What the exercise asks:
Go through the records below from the first line and print each one exactly, stopping after the line that contains "pinky pip: (867, 923)". Do not print pictures or anything past that line.

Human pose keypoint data
# # # # # # #
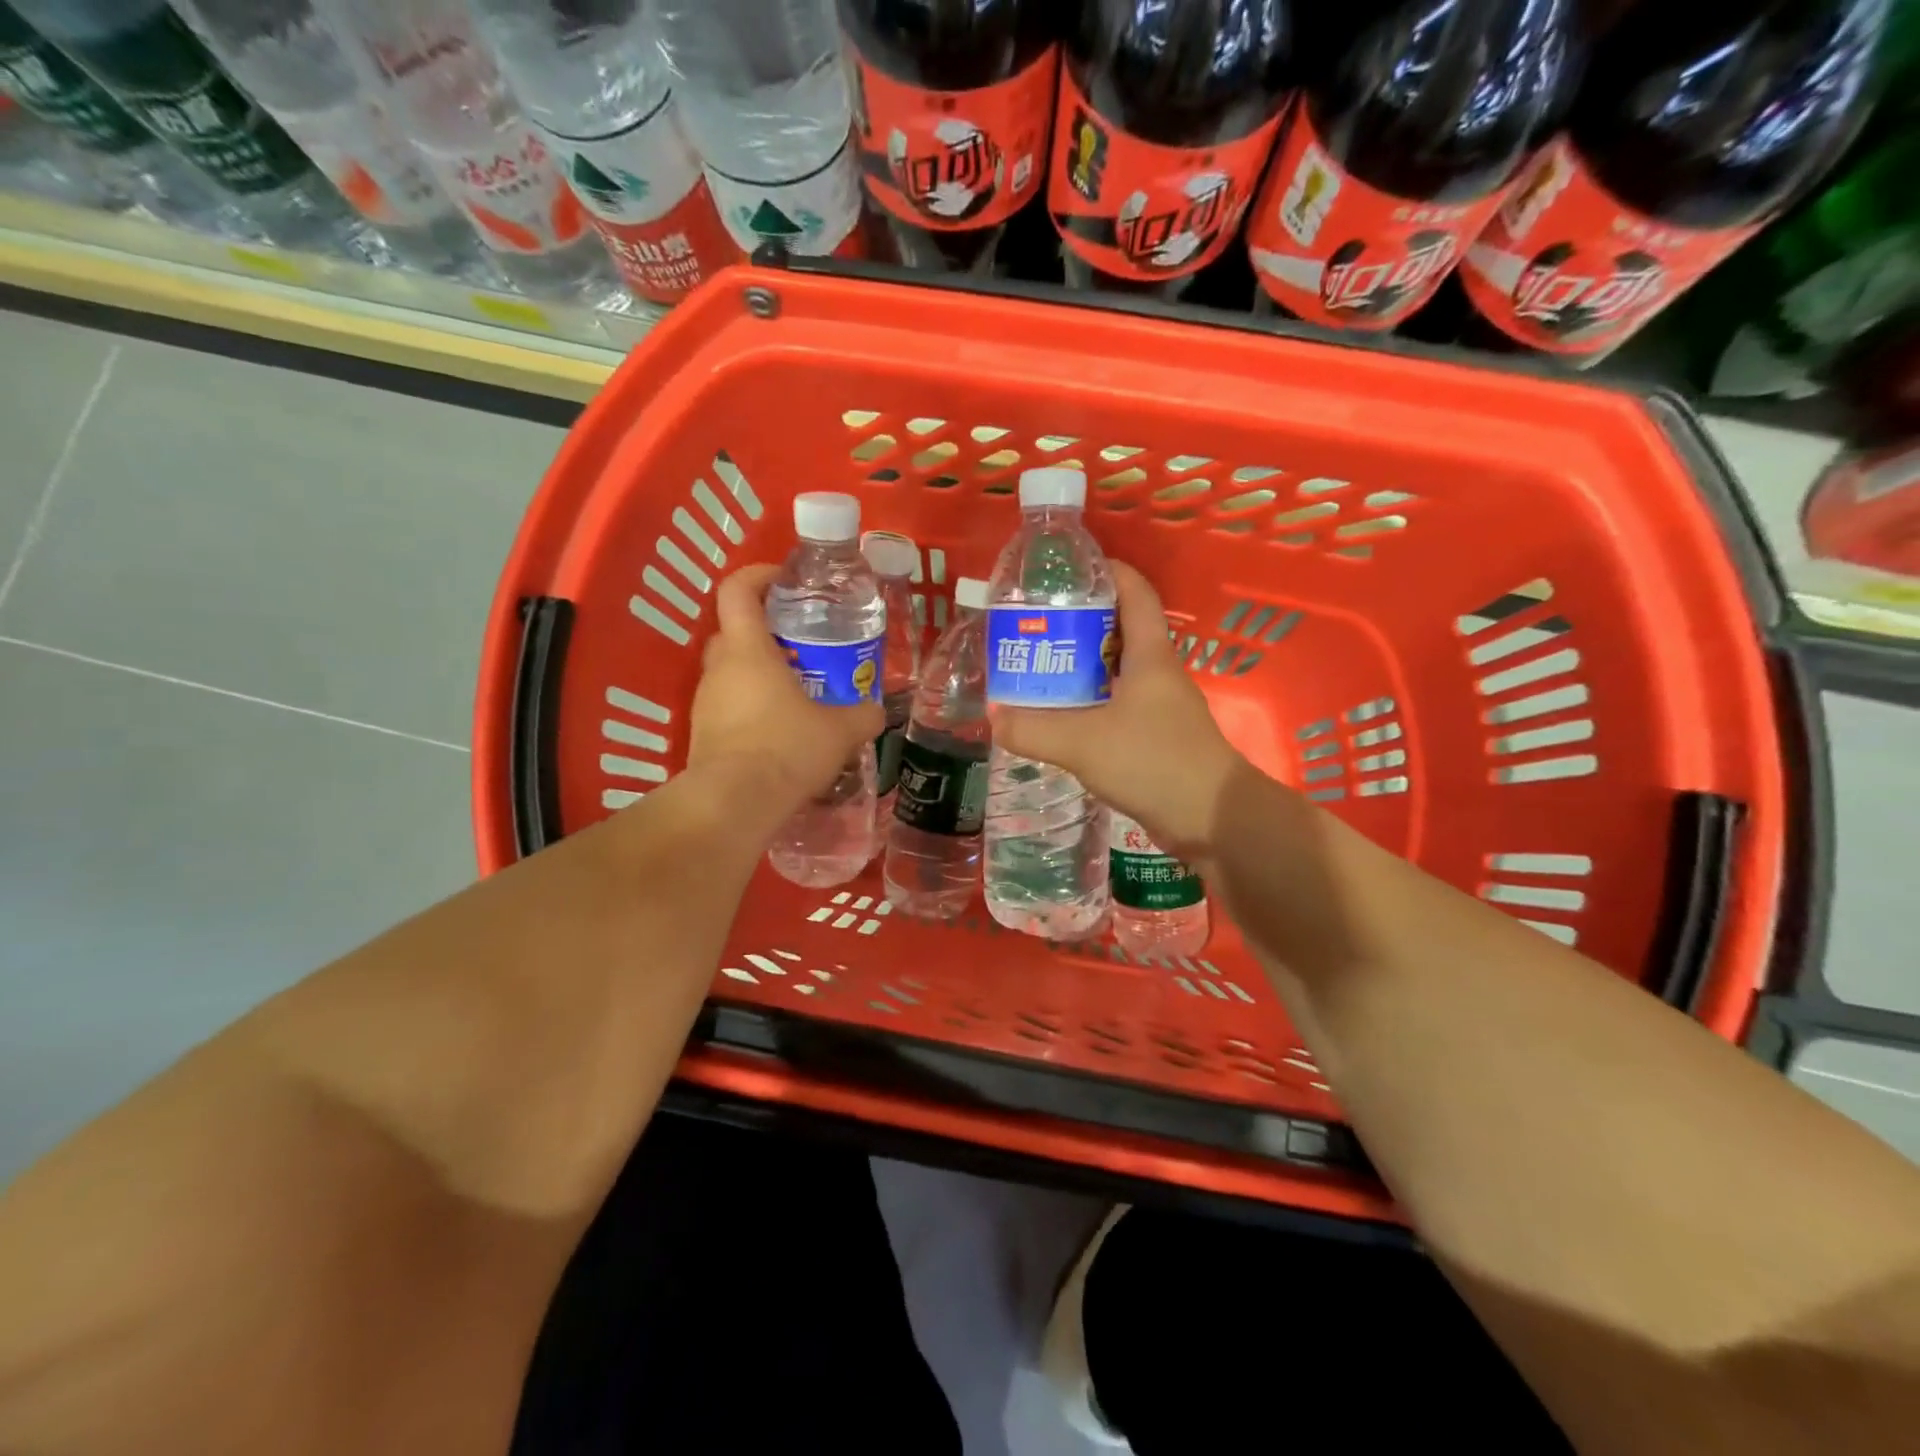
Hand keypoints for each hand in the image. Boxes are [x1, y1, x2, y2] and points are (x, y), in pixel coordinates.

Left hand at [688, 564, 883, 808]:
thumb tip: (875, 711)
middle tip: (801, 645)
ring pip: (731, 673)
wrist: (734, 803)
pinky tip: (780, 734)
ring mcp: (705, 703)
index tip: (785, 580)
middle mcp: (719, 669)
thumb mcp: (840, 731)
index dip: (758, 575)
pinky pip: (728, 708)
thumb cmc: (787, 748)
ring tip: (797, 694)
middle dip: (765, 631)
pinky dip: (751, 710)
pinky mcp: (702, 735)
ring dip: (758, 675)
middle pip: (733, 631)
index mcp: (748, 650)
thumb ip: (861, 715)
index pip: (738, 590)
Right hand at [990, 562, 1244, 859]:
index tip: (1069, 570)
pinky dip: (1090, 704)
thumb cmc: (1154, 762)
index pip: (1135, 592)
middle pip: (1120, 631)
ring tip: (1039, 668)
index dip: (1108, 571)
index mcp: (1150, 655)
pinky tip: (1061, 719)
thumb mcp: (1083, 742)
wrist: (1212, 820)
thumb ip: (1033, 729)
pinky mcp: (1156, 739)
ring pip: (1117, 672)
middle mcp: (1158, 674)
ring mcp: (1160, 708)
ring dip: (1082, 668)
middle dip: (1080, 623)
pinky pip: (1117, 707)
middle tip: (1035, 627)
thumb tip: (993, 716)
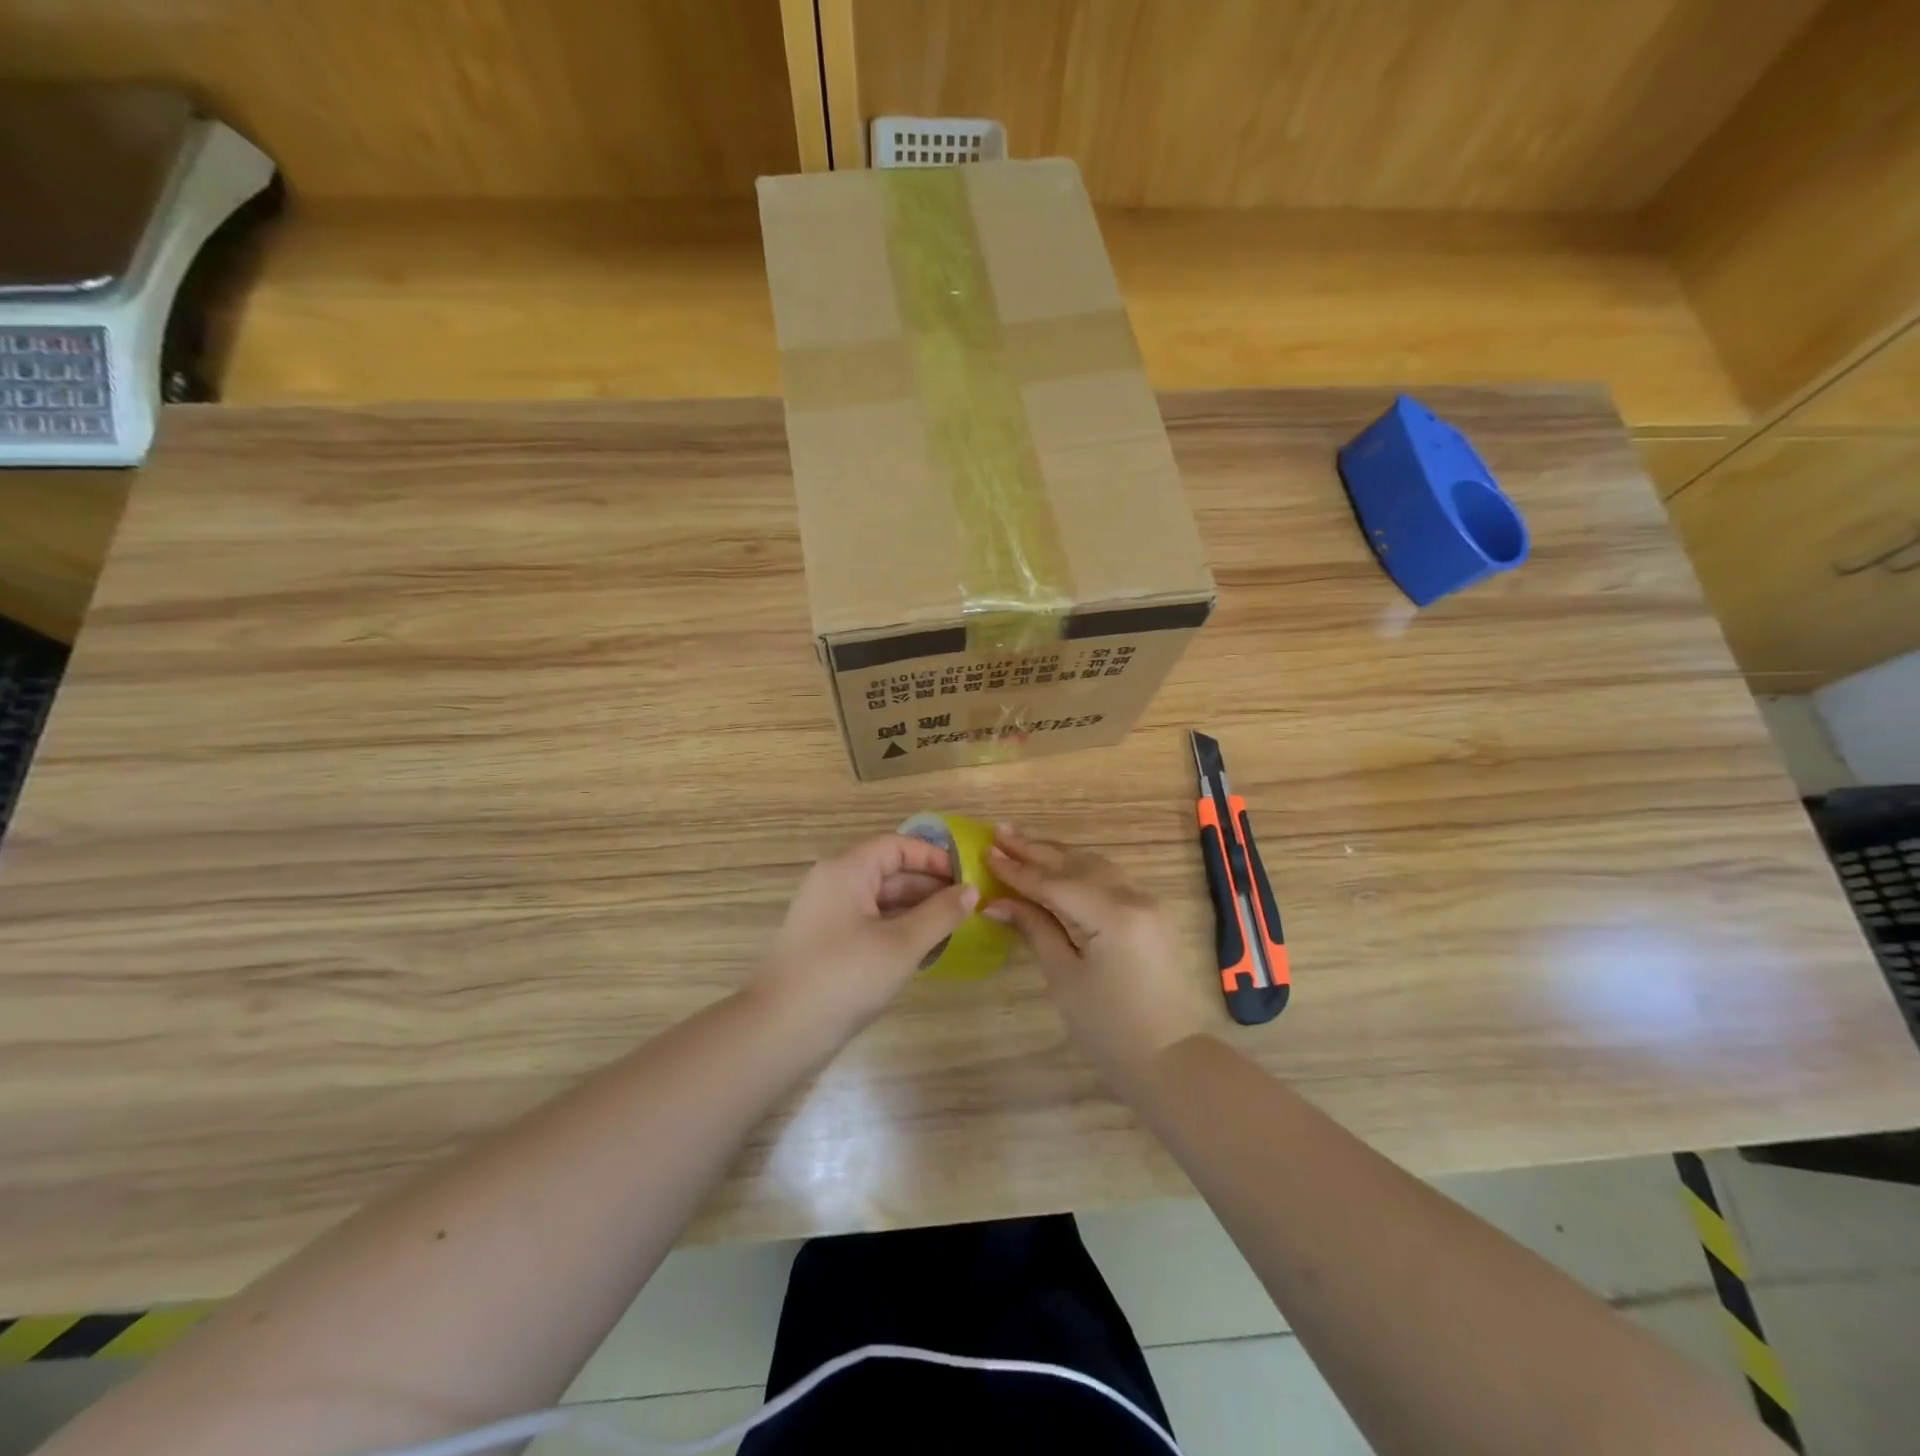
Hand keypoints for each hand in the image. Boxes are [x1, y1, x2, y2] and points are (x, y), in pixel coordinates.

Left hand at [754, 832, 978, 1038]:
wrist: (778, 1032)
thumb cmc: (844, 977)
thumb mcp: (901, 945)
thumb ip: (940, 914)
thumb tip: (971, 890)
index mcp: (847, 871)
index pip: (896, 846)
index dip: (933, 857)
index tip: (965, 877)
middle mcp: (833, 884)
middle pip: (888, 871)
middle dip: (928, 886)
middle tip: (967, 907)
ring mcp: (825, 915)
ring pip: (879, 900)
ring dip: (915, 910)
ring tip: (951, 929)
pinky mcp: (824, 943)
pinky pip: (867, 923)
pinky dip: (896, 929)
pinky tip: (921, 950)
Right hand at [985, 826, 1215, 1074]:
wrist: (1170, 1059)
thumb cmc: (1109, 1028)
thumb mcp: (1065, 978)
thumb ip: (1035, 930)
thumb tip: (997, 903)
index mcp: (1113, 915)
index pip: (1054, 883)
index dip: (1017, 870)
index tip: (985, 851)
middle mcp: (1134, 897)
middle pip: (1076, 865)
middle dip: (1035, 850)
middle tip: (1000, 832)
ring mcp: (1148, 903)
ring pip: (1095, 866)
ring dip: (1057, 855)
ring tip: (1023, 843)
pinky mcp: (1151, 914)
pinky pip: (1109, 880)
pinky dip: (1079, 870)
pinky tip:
# # # # # # #
Problem solution:
Hand keypoints for each hand in the image. Boxes are [x1, y1, x2, y2] and points are (x, y), in pixel coordinates.

Left hand at [688, 564, 883, 808]:
thumb tip: (875, 711)
middle tip: (801, 645)
ring pip: (731, 673)
wrist: (734, 803)
pinky tip: (780, 734)
ring mcp: (705, 703)
index tip: (785, 580)
middle mcp: (719, 669)
thumb mcp: (840, 731)
index dip: (758, 575)
pinky pip: (728, 708)
thumb cmc: (787, 748)
ring tip: (797, 694)
middle dip: (765, 631)
pinky dip: (751, 710)
pinky mcp: (702, 735)
ring dip: (758, 675)
middle pip: (733, 631)
index mcp: (748, 650)
thumb ip: (861, 715)
index pip: (738, 590)
Right hand at [990, 562, 1244, 859]:
index tip: (1069, 570)
pinky dip: (1090, 704)
thumb cmc: (1154, 762)
index pip: (1135, 592)
middle pip: (1120, 631)
ring tip: (1039, 668)
index dip: (1108, 571)
index mcp: (1150, 655)
pinky tip: (1061, 719)
thumb mcp: (1083, 742)
wrist: (1212, 820)
thumb ip: (1033, 729)
pinky mcp: (1156, 739)
ring pip: (1117, 672)
middle mcp: (1158, 674)
ring mcp: (1160, 708)
ring dip: (1082, 668)
middle dip: (1080, 623)
pinky pip: (1117, 707)
middle tip: (1035, 627)
thumb tip: (993, 716)
Hand keypoints for each hand in the image. Boxes are [x1, y1, x2, y2] and points are (x, y), in pixel coordinates.

Left hand at [754, 832, 978, 1038]:
wrist: (778, 1032)
thumb cmc: (844, 977)
thumb mcp: (901, 945)
thumb ip: (940, 914)
thumb tip: (971, 890)
index mcp: (847, 871)
index pip: (896, 846)
index dip: (933, 857)
index tip: (965, 877)
middle mcp: (833, 884)
middle pip: (888, 871)
middle dip: (928, 886)
middle tip: (967, 907)
ring mcp: (825, 915)
ring pip: (879, 900)
ring dip: (915, 910)
ring tip: (951, 929)
pinky mcp: (824, 943)
pinky pip: (867, 923)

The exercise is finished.